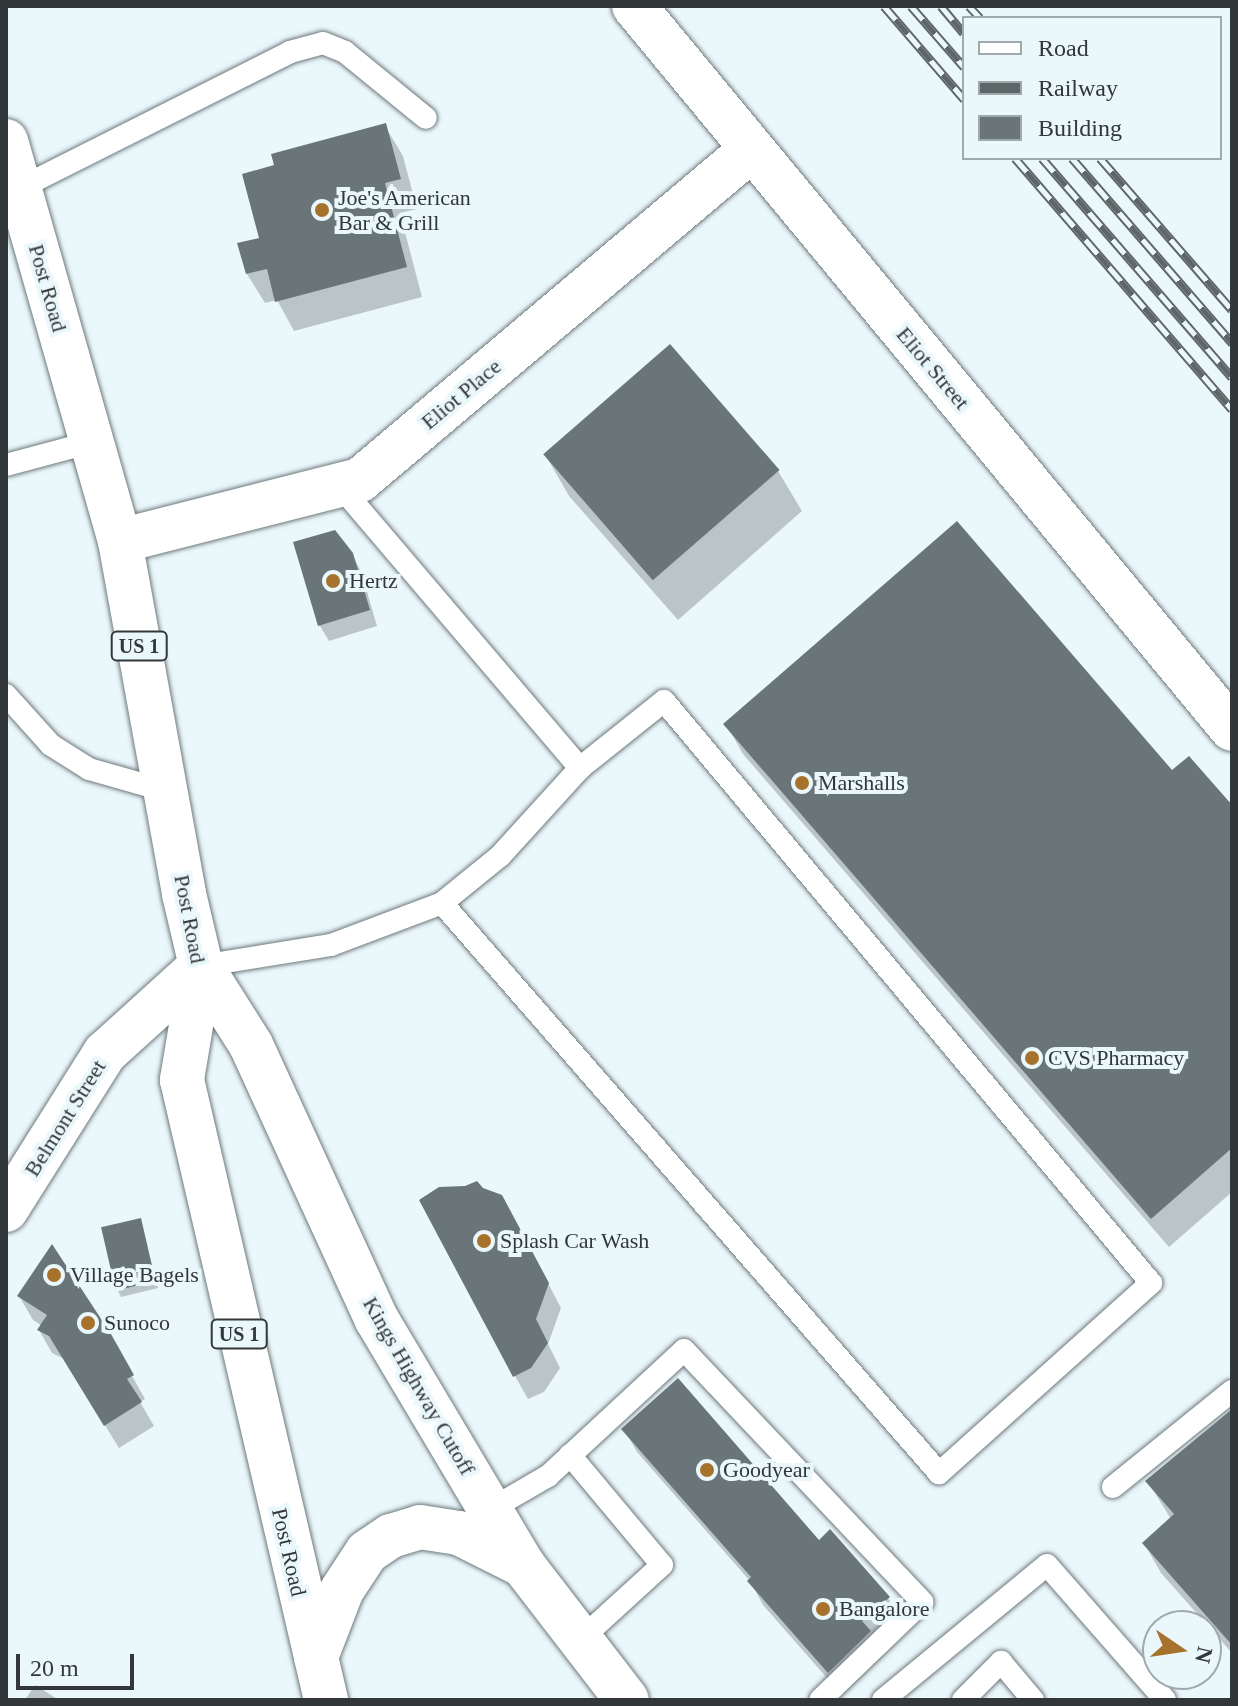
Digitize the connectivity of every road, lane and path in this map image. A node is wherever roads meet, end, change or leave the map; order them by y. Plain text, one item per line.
1 (634, 6) edge
2 (426, 118) dead end
3 (6, 141) edge
4 (752, 149) junction
5 (20, 188) junction
6 (92, 442) junction
7 (6, 465) edge
8 (339, 485) junction
9 (120, 541) junction
10 (6, 695) edge
11 (1232, 729) edge
12 (580, 768) junction
13 (166, 791) junction
14 (442, 903) junction
15 (201, 966) junction
16 (6, 1210) edge
17 (1232, 1391) edge
18 (570, 1455) junction
19 (1113, 1487) dead end
20 (491, 1509) junction
21 (523, 1565) junction
22 (580, 1640) junction
23 (316, 1657) junction
24 (326, 1700) edge
25 (627, 1700) edge
26 (820, 1700) edge
27 (883, 1700) edge
28 (963, 1700) edge
29 (1033, 1700) edge
30 (1165, 1700) edge

1 - 4 main road, Eliot Street
2 - 5 lane
3 - 5 main road, Post Road / US 1
4 - 8 main road, Eliot Place
4 - 11 main road, Eliot Street
5 - 6 main road, Post Road / US 1
6 - 7 lane
6 - 9 main road, Post Road / US 1
8 - 9 main road, Eliot Place
8 - 12 lane
9 - 13 main road, Post Road / US 1
10 - 13 lane
12 - 14 lane
12 - 14 lane
13 - 15 main road, Post Road / US 1
14 - 15 lane
15 - 16 main road, Belmont Street
15 - 20 main road, Kings Highway Cutoff / US 1
15 - 23 main road, Post Road / US 1
17 - 19 lane
18 - 20 lane
18 - 22 lane
18 - 26 lane
20 - 21 main road, Kings Highway Cutoff / US 1
21 - 22 main road, Kings Highway Cutoff / US 1
21 - 23 main road
22 - 25 main road, Kings Highway Cutoff / US 1
23 - 24 main road, Post Road / US 1
27 - 30 lane
28 - 29 lane

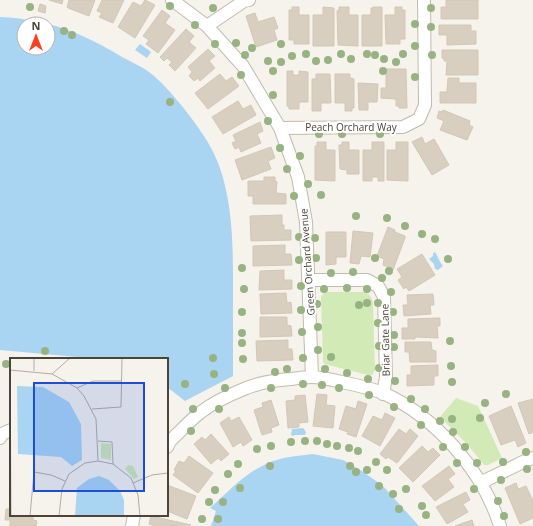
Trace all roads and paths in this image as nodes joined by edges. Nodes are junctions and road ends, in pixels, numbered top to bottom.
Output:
1 (172, 0) edge
2 (249, 0) edge
3 (424, 0) edge
4 (207, 26) junction
5 (280, 128) junction
6 (309, 280) junction
7 (312, 377) junction
8 (383, 394) junction
9 (10, 430) edge
10 (0, 438) edge
11 (168, 445) edge
12 (533, 458) edge
13 (480, 483) junction
14 (134, 516) edge
15 (132, 526) edge
16 (500, 526) edge

1 - 4 street, Green Orchard Avenue
2 - 4 street
3 - 5 street, Peach Orchard Way
4 - 5 street, Green Orchard Avenue
5 - 6 street, Green Orchard Avenue
6 - 7 street, Green Orchard Avenue
6 - 8 street, Briar Gate Lane
7 - 8 street
7 - 11 street
8 - 13 street
9 - 10 street
12 - 13 street
13 - 16 street
14 - 15 street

+--

Output the listing unchanged, pictures excluded.

Digitize the connectivity of every road, lane and path in this map image. A node is wherever roads meet, end, change or leave the map; order them by y. Plain text, one item per line.
1 (634, 6) edge
2 (426, 118) dead end
3 (6, 141) edge
4 (752, 149) junction
5 (20, 188) junction
6 (92, 442) junction
7 (6, 465) edge
8 (339, 485) junction
9 (120, 541) junction
10 (6, 695) edge
11 (1232, 729) edge
12 (580, 768) junction
13 (166, 791) junction
14 (442, 903) junction
15 (201, 966) junction
16 (6, 1210) edge
17 (1232, 1391) edge
18 (570, 1455) junction
19 (1113, 1487) dead end
20 (491, 1509) junction
21 (523, 1565) junction
22 (580, 1640) junction
23 (316, 1657) junction
24 (326, 1700) edge
25 (627, 1700) edge
26 (820, 1700) edge
27 (883, 1700) edge
28 (963, 1700) edge
29 (1033, 1700) edge
30 (1165, 1700) edge

1 - 4 main road, Eliot Street
2 - 5 lane
3 - 5 main road, Post Road / US 1
4 - 8 main road, Eliot Place
4 - 11 main road, Eliot Street
5 - 6 main road, Post Road / US 1
6 - 7 lane
6 - 9 main road, Post Road / US 1
8 - 9 main road, Eliot Place
8 - 12 lane
9 - 13 main road, Post Road / US 1
10 - 13 lane
12 - 14 lane
12 - 14 lane
13 - 15 main road, Post Road / US 1
14 - 15 lane
15 - 16 main road, Belmont Street
15 - 20 main road, Kings Highway Cutoff / US 1
15 - 23 main road, Post Road / US 1
17 - 19 lane
18 - 20 lane
18 - 22 lane
18 - 26 lane
20 - 21 main road, Kings Highway Cutoff / US 1
21 - 22 main road, Kings Highway Cutoff / US 1
21 - 23 main road
22 - 25 main road, Kings Highway Cutoff / US 1
23 - 24 main road, Post Road / US 1
27 - 30 lane
28 - 29 lane

Trace all roads and paths in this image as nodes joined by edges. Nodes are junctions and road ends, in pixels, numbered top to bottom.
Output:
1 (172, 0) edge
2 (249, 0) edge
3 (424, 0) edge
4 (207, 26) junction
5 (280, 128) junction
6 (309, 280) junction
7 (312, 377) junction
8 (383, 394) junction
9 (10, 430) edge
10 (0, 438) edge
11 (168, 445) edge
12 (533, 458) edge
13 (480, 483) junction
14 (134, 516) edge
15 (132, 526) edge
16 (500, 526) edge

1 - 4 street, Green Orchard Avenue
2 - 4 street
3 - 5 street, Peach Orchard Way
4 - 5 street, Green Orchard Avenue
5 - 6 street, Green Orchard Avenue
6 - 7 street, Green Orchard Avenue
6 - 8 street, Briar Gate Lane
7 - 8 street
7 - 11 street
8 - 13 street
9 - 10 street
12 - 13 street
13 - 16 street
14 - 15 street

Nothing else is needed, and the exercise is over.